Out of the entries that follow, copy each line containing "dead".

Segment Start: Source data

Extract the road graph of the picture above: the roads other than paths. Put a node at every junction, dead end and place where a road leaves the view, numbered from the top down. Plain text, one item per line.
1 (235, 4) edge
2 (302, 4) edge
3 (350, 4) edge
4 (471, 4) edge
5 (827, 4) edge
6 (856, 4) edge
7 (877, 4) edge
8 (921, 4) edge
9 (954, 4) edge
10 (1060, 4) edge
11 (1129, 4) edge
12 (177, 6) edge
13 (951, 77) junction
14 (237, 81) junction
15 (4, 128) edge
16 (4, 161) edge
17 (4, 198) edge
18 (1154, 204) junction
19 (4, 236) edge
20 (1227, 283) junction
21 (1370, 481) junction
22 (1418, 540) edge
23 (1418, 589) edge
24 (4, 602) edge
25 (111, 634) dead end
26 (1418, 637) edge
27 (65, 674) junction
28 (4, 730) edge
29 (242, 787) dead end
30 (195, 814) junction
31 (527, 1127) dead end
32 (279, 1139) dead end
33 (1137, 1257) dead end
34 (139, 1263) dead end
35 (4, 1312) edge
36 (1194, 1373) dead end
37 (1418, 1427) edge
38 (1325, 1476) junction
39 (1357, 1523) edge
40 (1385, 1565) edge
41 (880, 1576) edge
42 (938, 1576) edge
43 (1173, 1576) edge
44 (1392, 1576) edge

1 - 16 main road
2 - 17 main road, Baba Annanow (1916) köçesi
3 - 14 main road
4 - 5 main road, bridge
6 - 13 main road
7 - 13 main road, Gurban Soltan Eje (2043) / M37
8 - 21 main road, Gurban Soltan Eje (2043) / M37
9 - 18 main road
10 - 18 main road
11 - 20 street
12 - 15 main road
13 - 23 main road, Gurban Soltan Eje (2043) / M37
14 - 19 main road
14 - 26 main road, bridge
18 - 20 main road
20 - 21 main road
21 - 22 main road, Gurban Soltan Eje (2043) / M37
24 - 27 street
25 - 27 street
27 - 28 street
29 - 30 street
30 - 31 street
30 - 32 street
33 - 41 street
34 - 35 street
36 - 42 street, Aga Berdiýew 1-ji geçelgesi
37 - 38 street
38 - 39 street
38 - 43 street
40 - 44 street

Segment End: Source data

__Response to this exercise__:
Extract the road graph of the picture above: the roads other than paths. Put a node at every junction, dead end and place where a road leaves the view, numbered from the top down. Plain text, one item per line.
25 (111, 634) dead end
29 (242, 787) dead end
31 (527, 1127) dead end
32 (279, 1139) dead end
33 (1137, 1257) dead end
34 (139, 1263) dead end
36 (1194, 1373) dead end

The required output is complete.